Complex & Intelligent Systems ( IF 5.0 ) Pub Date : 2024-07-19 , DOI: 10.1007/s40747-024-01558-1 Haoyuan Zhang
Most existing 3D action recognition works rely on the supervised learning paradigm, yet the limited availability of annotated data limits the full potential of encoding networks. As a result, effective self-supervised pre-training strategies have been actively researched. In this paper, we target to explore a self-supervised learning approach for 3D action recognition, and propose the Attention-guided Mask Learning (AML) scheme. Specifically, the dropping mechanism is introduced into contrastive learning to develop Attention-guided Mask (AM) module as well as mask learning strategy, respectively. The AM module leverages the spatial and temporal attention to guide the corresponding features masking, so as to produce the masked contrastive object. The mask learning strategy enables the model to discriminate different actions even with important features masked, which makes action representation learning more discriminative. What’s more, to alleviate the strict positive constraint that would hinder representation learning, the positive-enhanced learning strategy is leveraged in the second-stage training.

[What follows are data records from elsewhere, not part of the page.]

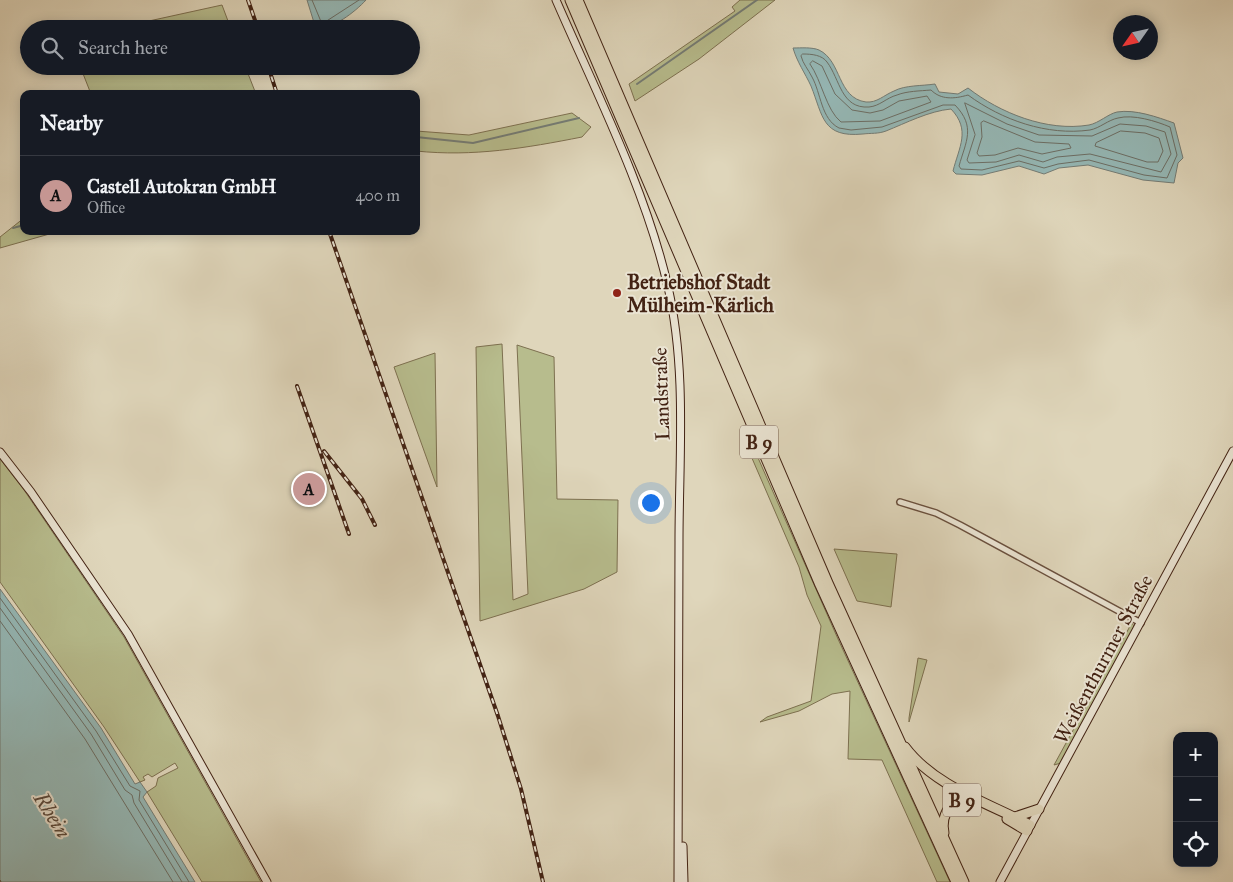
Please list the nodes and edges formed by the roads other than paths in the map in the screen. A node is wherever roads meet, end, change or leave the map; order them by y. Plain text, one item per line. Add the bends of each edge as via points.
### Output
1 (556, 0) edge
2 (570, 0) edge
3 (578, 0) edge
4 (1233, 451) edge
5 (0, 452) edge
6 (900, 502) dead end
7 (1141, 623) junction
8 (894, 730) junction
9 (680, 809) junction
10 (1039, 809) junction
11 (1015, 817) junction
12 (1028, 828) junction
13 (948, 848) junction
14 (266, 882) edge
15 (678, 882) edge
16 (684, 882) edge
17 (956, 882) edge
18 (964, 882) edge
19 (1000, 882) edge

1 - 9 street, Landstraße via 647,214 672,307 680,402 677,692
2 - 17 highway, B 9 via 820,585
3 - 8 highway, B 9
4 - 7 street, Weißenthurmer Straße
5 - 14 street via 128,634
6 - 7 street via 960,525
7 - 10 street, Weißenthurmer Straße
8 - 11 highway, B 9 via 912,756 930,772
8 - 13 highway, B 9
9 - 15 street
9 - 16 street
10 - 11 highway
10 - 12 street, Weißenthurmer Straße
11 - 12 highway, B 9
12 - 13 highway, B 9 via 979,803 962,799 950,806 943,819
12 - 19 street, Weißenthurmer Straße
13 - 18 highway, B 9

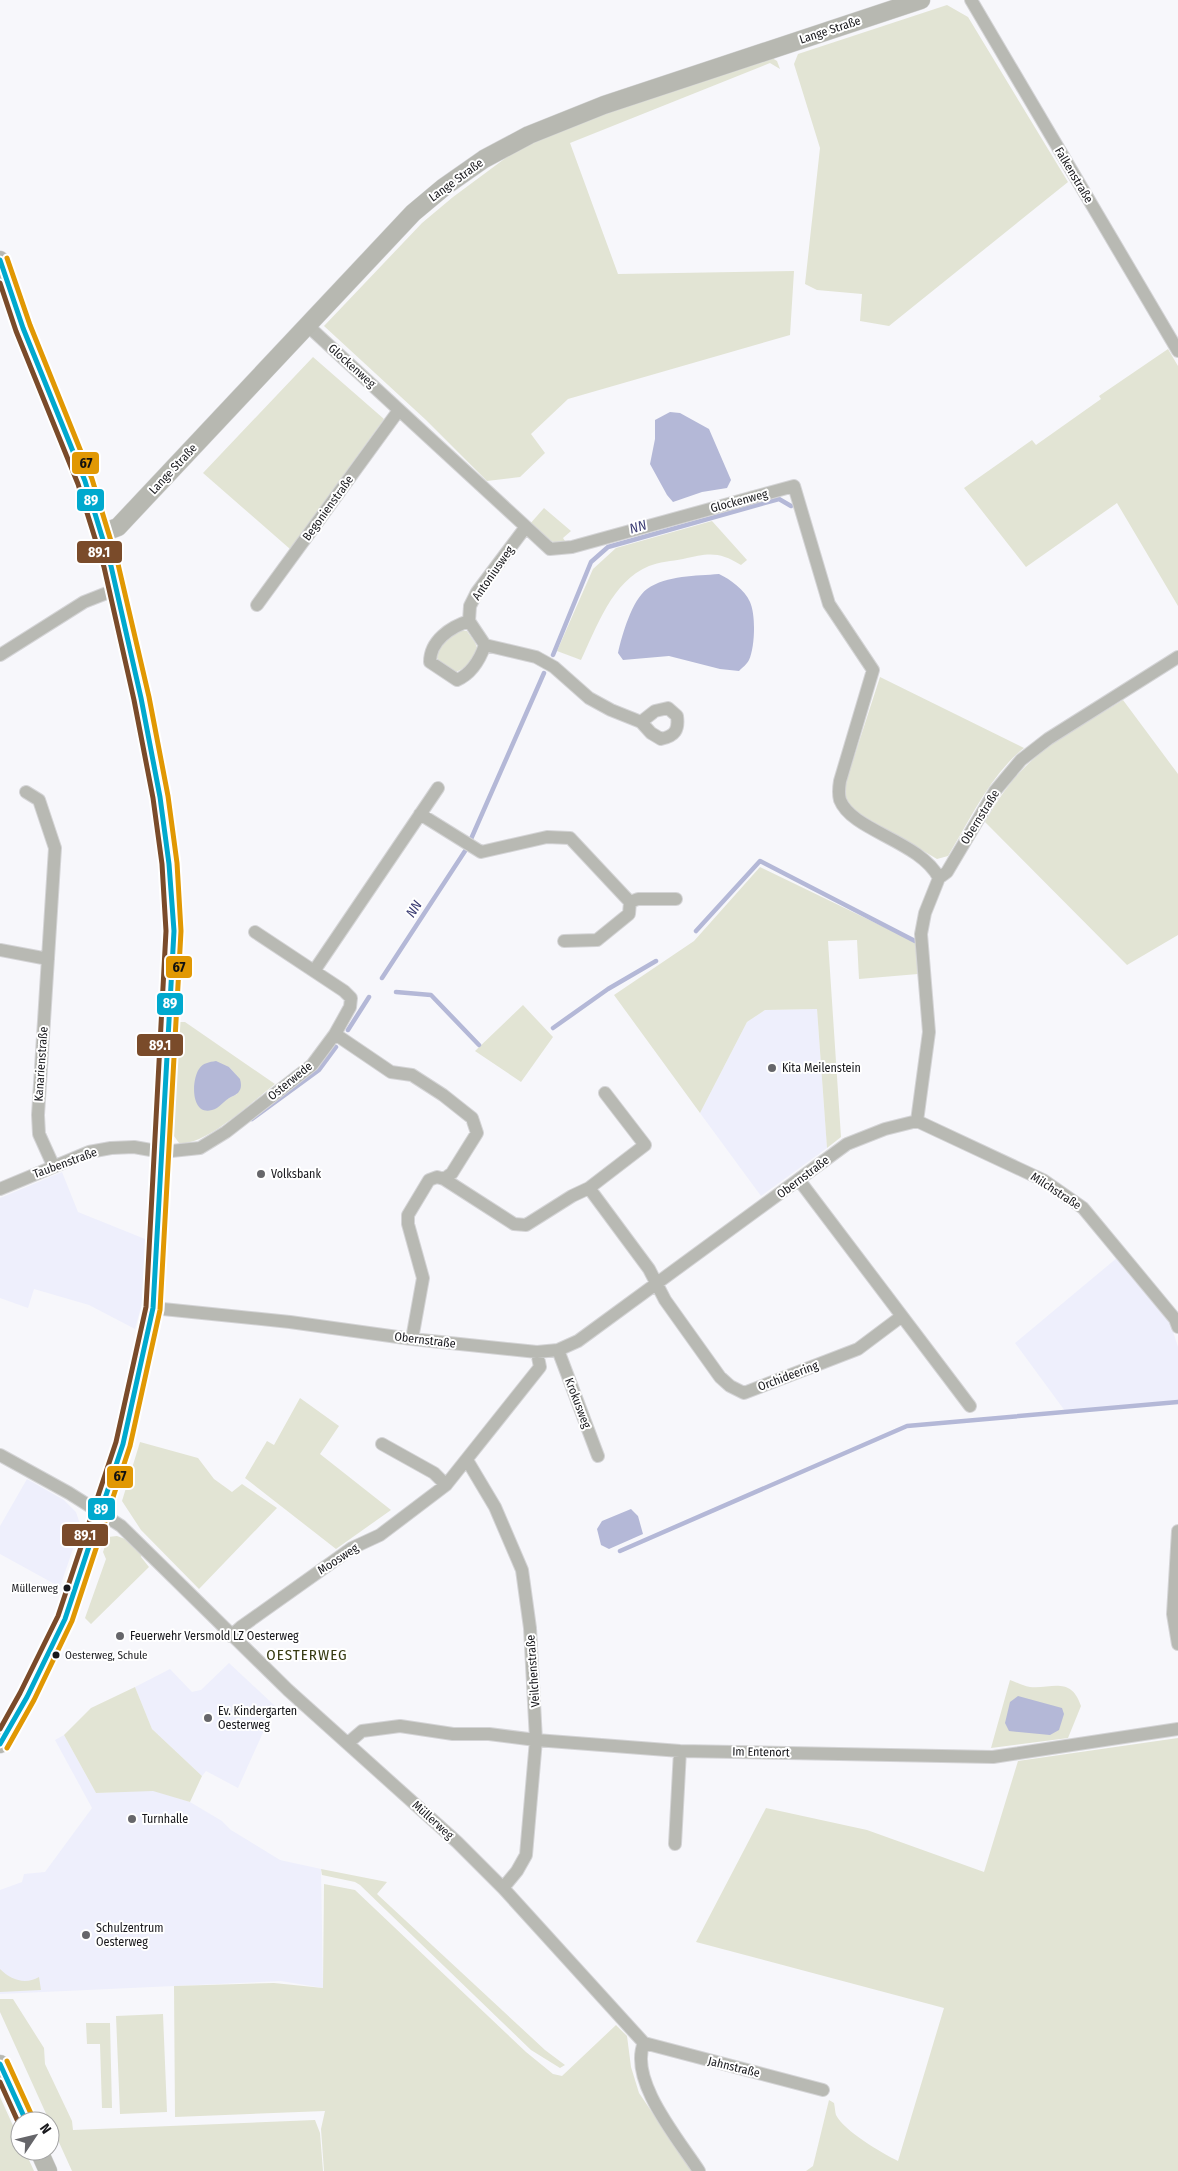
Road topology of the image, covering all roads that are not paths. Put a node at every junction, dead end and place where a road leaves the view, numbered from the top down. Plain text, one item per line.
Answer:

Extensive experiments on NTU-60, NTU-120, and PKU-MMD datasets show that the proposed AML scheme improves the performance in self-supervised 3D action recognition, achieving state-of-the-art results.
中文翻译:
用于自监督 3D 动作识别的注意力引导掩模学习
大多数现有的 3D 动作识别工作都依赖于监督学习范式,但注释数据的有限可用性限制了编码网络的全部潜力。因此,有效的自监督预训练策略被积极研究。在本文中,我们的目标是探索一种用于 3D 动作识别的自监督学习方法,并提出了注意力引导掩模学习(AML)方案。具体来说,将丢弃机制引入对比学习中,分别开发注意力引导掩模(AM)模块和掩模学习策略。 AM模块利用空间和时间注意力来引导相应的特征掩蔽,从而产生掩蔽的对比对象。掩码学习策略使模型即使在重要特征被掩码的情况下也能够区分不同的动作,这使得动作表示学习更具辨别力。此外,为了缓解阻碍表征学习的严格正向约束,在第二阶段训练中采用了正向增强学习策略。在 NTU-60、NTU-120 和 PKU-MMD 数据集上进行的大量实验表明,所提出的 AML 方案提高了自监督 3D 动作识别的性能,取得了最先进的结果。